» **Exercise details**: Would you write out all of the entries below, exactly as they stand?

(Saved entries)
****************

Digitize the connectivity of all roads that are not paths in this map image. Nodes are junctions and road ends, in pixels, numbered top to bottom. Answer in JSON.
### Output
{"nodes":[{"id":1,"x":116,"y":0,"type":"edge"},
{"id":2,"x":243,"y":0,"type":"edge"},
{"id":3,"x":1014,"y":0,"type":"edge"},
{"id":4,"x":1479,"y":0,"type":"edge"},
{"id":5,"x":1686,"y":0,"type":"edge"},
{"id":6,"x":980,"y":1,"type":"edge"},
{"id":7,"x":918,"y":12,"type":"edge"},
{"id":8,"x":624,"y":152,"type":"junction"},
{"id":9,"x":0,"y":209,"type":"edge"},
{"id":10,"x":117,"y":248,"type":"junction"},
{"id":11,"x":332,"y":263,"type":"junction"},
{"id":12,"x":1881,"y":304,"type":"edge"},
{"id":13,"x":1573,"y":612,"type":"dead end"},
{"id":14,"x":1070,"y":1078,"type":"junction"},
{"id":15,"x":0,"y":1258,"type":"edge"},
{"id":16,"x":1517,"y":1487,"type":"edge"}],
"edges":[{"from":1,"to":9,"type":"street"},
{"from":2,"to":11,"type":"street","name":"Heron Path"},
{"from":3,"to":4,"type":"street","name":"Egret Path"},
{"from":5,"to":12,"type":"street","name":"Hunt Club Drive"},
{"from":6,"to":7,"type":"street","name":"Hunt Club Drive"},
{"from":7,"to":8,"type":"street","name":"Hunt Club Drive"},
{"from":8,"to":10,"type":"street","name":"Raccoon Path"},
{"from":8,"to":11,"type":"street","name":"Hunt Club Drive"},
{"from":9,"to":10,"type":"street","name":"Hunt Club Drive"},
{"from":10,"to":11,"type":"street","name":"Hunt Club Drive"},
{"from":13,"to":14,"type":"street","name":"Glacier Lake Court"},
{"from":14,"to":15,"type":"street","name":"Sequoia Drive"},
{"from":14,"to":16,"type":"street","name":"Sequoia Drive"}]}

****************

» **Response**:
Digitize the connectivity of all roads that are not paths in this map image. Nodes are junctions and road ends, in pixels, numbered top to bottom. Answer in JSON.
### Output
{"nodes":[{"id":1,"x":116,"y":0,"type":"edge"},
{"id":2,"x":243,"y":0,"type":"edge"},
{"id":3,"x":1014,"y":0,"type":"edge"},
{"id":4,"x":1479,"y":0,"type":"edge"},
{"id":5,"x":1686,"y":0,"type":"edge"},
{"id":6,"x":980,"y":1,"type":"edge"},
{"id":7,"x":918,"y":12,"type":"edge"},
{"id":8,"x":624,"y":152,"type":"junction"},
{"id":9,"x":0,"y":209,"type":"edge"},
{"id":10,"x":117,"y":248,"type":"junction"},
{"id":11,"x":332,"y":263,"type":"junction"},
{"id":12,"x":1881,"y":304,"type":"edge"},
{"id":13,"x":1573,"y":612,"type":"dead end"},
{"id":14,"x":1070,"y":1078,"type":"junction"},
{"id":15,"x":0,"y":1258,"type":"edge"},
{"id":16,"x":1517,"y":1487,"type":"edge"}],
"edges":[{"from":1,"to":9,"type":"street"},
{"from":2,"to":11,"type":"street","name":"Heron Path"},
{"from":3,"to":4,"type":"street","name":"Egret Path"},
{"from":5,"to":12,"type":"street","name":"Hunt Club Drive"},
{"from":6,"to":7,"type":"street","name":"Hunt Club Drive"},
{"from":7,"to":8,"type":"street","name":"Hunt Club Drive"},
{"from":8,"to":10,"type":"street","name":"Raccoon Path"},
{"from":8,"to":11,"type":"street","name":"Hunt Club Drive"},
{"from":9,"to":10,"type":"street","name":"Hunt Club Drive"},
{"from":10,"to":11,"type":"street","name":"Hunt Club Drive"},
{"from":13,"to":14,"type":"street","name":"Glacier Lake Court"},
{"from":14,"to":15,"type":"street","name":"Sequoia Drive"},
{"from":14,"to":16,"type":"street","name":"Sequoia Drive"}]}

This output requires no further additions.